Adjust the blade to the desired angle by watching the indicator and gauge located near the knob. Once the blade is at the correct angle, tighten the knob so it cannot move.
Step 2: Ensure the fence is clear.
Depending on the saw, there might be a section of fence that the user must remove before bevel cutting. Generally speaking, these removable sections tighten in place with a set of wing nuts and are easy to remove without tools. Some even just pivot out of the way. Without turning the saw on, lower the blade to ensure it’s clear of the fence.
Step 3: Align the workpiece with the blade.
Place the workpiece on the saw and lower the blade. Ensure that the inside of the very lowest tooth lines up with the edge of the cutline. Adjust as necessary without scraping the blade against the workpiece. Once set, tighten the hold-down clamp to keep the workpiece from moving or jumping when the saw kicks on.
Step 4: Cut the workpiece.
With the support hand safely away from the blade, squeeze the safety trigger and the trigger to start the saw.

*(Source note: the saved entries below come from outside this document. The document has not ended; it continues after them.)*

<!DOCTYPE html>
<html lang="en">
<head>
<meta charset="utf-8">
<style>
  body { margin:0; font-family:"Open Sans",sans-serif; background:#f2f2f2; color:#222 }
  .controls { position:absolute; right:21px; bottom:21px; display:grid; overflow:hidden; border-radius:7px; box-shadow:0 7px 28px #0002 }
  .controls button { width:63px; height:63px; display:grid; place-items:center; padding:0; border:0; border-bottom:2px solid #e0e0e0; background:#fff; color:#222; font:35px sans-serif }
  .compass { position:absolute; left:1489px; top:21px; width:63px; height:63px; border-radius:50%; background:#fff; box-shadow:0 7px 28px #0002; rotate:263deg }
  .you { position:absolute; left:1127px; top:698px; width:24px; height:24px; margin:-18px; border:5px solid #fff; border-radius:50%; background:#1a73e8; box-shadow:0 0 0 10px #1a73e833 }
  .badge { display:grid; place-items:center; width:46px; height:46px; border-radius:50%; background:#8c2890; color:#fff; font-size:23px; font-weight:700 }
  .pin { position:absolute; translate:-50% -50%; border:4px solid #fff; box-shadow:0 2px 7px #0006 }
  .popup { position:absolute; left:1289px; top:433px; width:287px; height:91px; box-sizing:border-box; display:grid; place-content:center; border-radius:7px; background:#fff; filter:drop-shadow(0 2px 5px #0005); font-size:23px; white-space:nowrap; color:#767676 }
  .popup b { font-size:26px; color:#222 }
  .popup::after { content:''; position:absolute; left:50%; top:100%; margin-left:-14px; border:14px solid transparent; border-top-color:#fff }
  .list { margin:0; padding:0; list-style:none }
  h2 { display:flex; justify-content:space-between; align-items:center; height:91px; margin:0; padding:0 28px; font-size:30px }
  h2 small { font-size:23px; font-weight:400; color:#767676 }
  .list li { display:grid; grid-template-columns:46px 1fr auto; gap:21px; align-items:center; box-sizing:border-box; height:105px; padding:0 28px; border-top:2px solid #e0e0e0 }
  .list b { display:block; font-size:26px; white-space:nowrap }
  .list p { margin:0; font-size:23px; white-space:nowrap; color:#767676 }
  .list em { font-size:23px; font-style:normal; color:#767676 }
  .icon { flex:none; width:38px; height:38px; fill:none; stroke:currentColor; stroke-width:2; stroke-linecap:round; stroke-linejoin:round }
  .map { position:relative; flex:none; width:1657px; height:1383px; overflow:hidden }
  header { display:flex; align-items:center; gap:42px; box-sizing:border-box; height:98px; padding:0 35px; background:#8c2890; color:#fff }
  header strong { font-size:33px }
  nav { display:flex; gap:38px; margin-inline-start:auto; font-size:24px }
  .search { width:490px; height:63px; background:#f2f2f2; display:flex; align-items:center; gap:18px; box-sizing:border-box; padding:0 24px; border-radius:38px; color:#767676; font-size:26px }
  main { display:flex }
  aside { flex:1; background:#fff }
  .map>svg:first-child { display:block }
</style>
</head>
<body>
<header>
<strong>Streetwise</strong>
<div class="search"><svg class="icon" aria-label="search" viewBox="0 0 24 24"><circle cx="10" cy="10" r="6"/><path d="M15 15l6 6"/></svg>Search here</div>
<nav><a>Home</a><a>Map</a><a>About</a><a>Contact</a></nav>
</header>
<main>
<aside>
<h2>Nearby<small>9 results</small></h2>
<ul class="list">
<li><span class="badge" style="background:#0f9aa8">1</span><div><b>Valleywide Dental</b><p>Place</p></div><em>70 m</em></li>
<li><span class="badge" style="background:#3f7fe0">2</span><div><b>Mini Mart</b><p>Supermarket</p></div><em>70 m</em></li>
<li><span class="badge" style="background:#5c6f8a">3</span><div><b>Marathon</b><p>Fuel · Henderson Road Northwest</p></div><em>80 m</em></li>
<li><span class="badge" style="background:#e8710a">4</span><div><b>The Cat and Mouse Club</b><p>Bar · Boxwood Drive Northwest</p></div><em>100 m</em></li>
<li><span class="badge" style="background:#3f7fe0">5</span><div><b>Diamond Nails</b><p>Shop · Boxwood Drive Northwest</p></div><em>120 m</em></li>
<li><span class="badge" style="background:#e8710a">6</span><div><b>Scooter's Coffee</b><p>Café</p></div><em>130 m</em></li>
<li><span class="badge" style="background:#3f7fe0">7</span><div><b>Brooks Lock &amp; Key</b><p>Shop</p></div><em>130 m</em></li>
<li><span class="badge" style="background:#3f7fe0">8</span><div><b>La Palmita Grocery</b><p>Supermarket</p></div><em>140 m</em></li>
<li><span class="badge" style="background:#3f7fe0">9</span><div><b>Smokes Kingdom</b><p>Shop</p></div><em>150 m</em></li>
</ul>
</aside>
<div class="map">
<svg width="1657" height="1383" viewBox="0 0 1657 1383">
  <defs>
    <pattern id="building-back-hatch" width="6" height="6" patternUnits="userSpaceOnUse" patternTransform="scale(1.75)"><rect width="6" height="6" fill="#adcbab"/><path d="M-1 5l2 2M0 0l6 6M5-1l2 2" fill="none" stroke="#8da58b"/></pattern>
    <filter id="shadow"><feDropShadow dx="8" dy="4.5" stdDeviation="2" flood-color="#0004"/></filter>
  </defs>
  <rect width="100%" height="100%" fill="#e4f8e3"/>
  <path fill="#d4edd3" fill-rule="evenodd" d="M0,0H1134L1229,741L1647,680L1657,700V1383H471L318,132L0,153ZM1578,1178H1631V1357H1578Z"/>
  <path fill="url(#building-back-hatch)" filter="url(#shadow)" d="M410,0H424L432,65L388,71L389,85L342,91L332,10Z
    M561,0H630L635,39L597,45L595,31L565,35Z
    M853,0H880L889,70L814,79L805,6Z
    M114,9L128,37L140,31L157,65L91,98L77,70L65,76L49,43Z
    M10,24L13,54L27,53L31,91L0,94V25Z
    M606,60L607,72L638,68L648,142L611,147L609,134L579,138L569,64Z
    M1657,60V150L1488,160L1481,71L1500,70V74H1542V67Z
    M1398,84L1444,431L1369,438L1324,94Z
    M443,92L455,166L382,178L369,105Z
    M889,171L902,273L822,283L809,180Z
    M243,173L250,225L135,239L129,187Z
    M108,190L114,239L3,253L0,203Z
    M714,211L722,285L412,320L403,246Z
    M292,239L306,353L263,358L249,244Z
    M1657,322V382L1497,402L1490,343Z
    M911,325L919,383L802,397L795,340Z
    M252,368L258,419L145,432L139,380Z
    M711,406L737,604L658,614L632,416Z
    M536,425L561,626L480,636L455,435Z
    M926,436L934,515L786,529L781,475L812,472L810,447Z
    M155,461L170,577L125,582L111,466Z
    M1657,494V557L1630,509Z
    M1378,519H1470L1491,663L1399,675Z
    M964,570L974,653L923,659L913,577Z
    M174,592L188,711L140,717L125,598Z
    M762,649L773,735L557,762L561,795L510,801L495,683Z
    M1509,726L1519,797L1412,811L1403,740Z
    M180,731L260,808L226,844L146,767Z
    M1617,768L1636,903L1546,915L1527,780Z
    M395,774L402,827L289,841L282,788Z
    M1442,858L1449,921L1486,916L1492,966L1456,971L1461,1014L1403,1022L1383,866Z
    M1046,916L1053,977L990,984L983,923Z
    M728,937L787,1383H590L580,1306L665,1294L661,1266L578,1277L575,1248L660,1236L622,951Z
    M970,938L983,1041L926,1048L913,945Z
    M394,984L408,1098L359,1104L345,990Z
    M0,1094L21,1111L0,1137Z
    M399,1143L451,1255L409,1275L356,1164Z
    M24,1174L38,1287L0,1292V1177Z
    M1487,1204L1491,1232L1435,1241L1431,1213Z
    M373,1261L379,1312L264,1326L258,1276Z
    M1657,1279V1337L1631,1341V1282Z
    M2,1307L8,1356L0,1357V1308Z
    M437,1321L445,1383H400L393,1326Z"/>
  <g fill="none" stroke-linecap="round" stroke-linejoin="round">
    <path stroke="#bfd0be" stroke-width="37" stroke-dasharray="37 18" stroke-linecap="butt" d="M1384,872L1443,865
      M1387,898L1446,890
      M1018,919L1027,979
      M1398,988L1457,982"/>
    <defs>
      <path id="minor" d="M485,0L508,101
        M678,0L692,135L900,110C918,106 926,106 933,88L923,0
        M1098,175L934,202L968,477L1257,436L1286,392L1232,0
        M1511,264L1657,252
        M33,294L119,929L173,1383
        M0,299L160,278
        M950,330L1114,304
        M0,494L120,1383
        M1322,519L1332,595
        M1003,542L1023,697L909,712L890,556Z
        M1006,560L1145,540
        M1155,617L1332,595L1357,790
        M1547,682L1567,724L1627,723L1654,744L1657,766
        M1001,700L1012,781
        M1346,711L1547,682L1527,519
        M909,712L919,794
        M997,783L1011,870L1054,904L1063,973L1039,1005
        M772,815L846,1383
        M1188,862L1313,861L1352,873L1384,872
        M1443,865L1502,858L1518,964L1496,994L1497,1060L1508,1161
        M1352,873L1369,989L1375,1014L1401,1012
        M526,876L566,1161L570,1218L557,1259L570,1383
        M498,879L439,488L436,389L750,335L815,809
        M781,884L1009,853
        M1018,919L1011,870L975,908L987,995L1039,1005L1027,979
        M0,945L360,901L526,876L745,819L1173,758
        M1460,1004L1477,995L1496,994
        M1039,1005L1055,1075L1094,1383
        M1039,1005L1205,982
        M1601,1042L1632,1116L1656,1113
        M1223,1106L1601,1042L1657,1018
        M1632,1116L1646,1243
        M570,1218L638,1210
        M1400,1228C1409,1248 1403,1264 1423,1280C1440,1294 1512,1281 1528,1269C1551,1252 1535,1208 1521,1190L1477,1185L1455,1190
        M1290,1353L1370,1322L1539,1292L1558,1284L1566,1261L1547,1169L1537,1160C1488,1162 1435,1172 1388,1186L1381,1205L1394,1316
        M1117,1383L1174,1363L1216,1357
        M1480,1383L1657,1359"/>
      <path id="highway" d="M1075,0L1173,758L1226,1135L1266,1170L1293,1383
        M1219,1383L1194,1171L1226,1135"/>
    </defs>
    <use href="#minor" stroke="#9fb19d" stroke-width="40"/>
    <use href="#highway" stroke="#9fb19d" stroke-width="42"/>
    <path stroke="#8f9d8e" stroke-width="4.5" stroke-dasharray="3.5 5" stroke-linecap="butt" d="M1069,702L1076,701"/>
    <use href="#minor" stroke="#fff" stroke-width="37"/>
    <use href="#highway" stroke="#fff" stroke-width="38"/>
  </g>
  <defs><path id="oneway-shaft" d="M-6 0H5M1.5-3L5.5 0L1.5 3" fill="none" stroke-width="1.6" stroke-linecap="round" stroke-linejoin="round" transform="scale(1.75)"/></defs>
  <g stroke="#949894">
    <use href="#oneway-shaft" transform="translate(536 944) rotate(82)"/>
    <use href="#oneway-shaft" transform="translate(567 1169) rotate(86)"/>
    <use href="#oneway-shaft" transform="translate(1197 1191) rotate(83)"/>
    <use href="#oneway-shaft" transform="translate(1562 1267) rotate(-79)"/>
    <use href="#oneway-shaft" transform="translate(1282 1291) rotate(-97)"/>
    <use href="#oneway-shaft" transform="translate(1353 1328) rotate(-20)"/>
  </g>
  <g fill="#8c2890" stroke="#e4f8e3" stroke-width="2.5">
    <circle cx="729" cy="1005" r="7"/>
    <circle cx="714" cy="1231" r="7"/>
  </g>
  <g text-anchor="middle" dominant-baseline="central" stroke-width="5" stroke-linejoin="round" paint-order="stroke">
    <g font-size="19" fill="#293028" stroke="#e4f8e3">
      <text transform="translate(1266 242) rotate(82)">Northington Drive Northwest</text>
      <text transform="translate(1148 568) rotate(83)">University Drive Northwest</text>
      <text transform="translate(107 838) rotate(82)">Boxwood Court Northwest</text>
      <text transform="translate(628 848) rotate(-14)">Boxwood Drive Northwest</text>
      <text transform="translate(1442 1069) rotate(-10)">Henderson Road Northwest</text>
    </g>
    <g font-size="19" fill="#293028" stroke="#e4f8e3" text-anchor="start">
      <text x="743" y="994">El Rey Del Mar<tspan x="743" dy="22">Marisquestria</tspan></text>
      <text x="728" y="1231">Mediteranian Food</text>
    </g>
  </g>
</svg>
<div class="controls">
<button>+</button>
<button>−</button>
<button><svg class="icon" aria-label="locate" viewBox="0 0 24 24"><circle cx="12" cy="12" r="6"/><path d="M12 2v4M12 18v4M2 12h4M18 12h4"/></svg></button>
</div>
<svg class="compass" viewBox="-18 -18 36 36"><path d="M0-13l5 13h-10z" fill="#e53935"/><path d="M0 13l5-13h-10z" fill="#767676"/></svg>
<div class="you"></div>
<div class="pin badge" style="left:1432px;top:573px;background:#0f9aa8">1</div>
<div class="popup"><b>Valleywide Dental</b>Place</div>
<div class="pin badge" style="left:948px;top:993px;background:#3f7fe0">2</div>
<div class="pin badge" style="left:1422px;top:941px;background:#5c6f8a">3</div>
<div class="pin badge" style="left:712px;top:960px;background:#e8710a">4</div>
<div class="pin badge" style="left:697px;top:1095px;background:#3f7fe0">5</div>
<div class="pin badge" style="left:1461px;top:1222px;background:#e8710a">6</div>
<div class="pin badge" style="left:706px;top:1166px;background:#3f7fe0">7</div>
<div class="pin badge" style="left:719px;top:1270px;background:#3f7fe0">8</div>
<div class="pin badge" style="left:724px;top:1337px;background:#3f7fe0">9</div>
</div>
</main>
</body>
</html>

Allow the saw blade to spin for a few moments to build speed. Slowly lower the saw into the workpiece until it cuts all the way through. Release the trigger, and allow the blade to stop before lifting the saw.
Pro Tip: The saw will travel at the set angle, so don’t try to pull it straight down. This will cause the blade to deflect and result in a poor cut.
Miter Saw Maintenance Tips
There are a few things that need to be done regularly to maintain a miter saw.
- Empty the dust collection bag after every use to ensure it’ll work properly.
- Use tar remover to clean the pitch from the blade.
- Frequently vacuum the motor’s fins and anywhere underneath the arm that collects dust.
- Note that miter saw arbors are reverse thread, so if a saw comes with the blade already in place, don’t accidentally overtighten the arbor while trying to replace the blade for the first time.
Miter saws might feel intimidating, but DIYers shouldn’t let one scare them. The moment that a DIYer adds a high-quality miter saw to their collection, they may feel empowered to tackle a whole new realm of projects. By putting the tips above into practice, learning how to operate a miter saw safely and accurately will become second nature.